Stamford, Conn. (March 4, 2004) -- Information technology buyers expect their budgets for 2004 to grow across the board, with the software segment leading the way, according to a report by Stamford, Conn.-based Gartner Inc., a provider of research and analysis on the global information technology industry.

IT spending returned to budgeted levels in January -- evidence that U.S. companies are optimistic, according to Gartner. The research firm's Technology Demand Index (TDI) for January recorded a score of 100 for current spending -- meaning that businesses spent exactly what they had budgeted for the month. IT spending among U.S. enterprises had been under budget since the launch of the TDI in March of 2003. The index is based on interviews of more than 600 IT decision makers in small, midsize and large public and private companies.

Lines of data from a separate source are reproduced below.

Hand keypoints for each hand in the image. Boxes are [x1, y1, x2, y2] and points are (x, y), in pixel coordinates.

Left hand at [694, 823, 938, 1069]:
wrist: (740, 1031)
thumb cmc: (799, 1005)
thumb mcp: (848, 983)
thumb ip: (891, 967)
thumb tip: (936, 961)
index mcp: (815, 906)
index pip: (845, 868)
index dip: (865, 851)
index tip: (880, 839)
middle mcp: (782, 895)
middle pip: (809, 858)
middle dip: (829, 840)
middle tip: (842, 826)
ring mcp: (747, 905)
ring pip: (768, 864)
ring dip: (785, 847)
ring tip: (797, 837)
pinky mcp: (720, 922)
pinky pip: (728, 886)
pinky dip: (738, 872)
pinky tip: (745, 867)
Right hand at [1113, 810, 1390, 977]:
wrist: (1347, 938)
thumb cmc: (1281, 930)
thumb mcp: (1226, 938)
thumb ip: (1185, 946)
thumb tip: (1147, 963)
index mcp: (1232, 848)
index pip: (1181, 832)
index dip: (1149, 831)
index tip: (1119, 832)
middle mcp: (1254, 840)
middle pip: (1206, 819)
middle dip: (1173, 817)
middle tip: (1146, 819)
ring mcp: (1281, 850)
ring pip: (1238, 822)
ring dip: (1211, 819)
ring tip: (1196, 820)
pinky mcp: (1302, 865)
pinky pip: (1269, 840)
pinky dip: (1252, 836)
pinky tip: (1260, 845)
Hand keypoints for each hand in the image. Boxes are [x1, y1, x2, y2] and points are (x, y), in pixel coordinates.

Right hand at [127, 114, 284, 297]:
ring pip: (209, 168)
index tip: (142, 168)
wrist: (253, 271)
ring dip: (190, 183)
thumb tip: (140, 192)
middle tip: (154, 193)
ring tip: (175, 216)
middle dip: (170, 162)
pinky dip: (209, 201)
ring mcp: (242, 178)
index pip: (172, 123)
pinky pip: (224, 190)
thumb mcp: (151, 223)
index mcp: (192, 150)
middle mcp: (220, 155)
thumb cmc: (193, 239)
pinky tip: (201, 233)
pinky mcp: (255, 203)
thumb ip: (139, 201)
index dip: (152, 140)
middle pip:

According to the report, corporate IT buyers have shifted from "stall mode to controlled spending." Across all technology sectors, Gartner said actual IT spending was on par with budgets -- a stark contrast to under-budget spending reported in the fourth quarter of 2003.

"Stable current spending reported in January means that projected increases in 2004 budgets are beginning to flow through organizations," said David Hankin, senior vice president and general manager at Gartner. "This bodes well for the spending increases foreseen by many IT decision makers and suggests that companies are moving forward with their IT strategies. These spending increases are not attributed to a 'January effect,' because half of the respondents are managers in enterprises with fiscal years that do not coincide with the calendar year."

Two segments of external IT services spending were higher than expected: IT management (TDI of 110) and process management (TDI of 113). The current TDI was also unexpectedly high for tablet PCs (TDI of 122), desktop PCs (TDI of 117) and notebooks (TDI of 110), Gartner reported.

Gartner expects the demand for application development/integration and security applications to grow significantly faster than for all other software categories, driven by the development of Web-based applications for internal communication/reporting and integration of existing applications.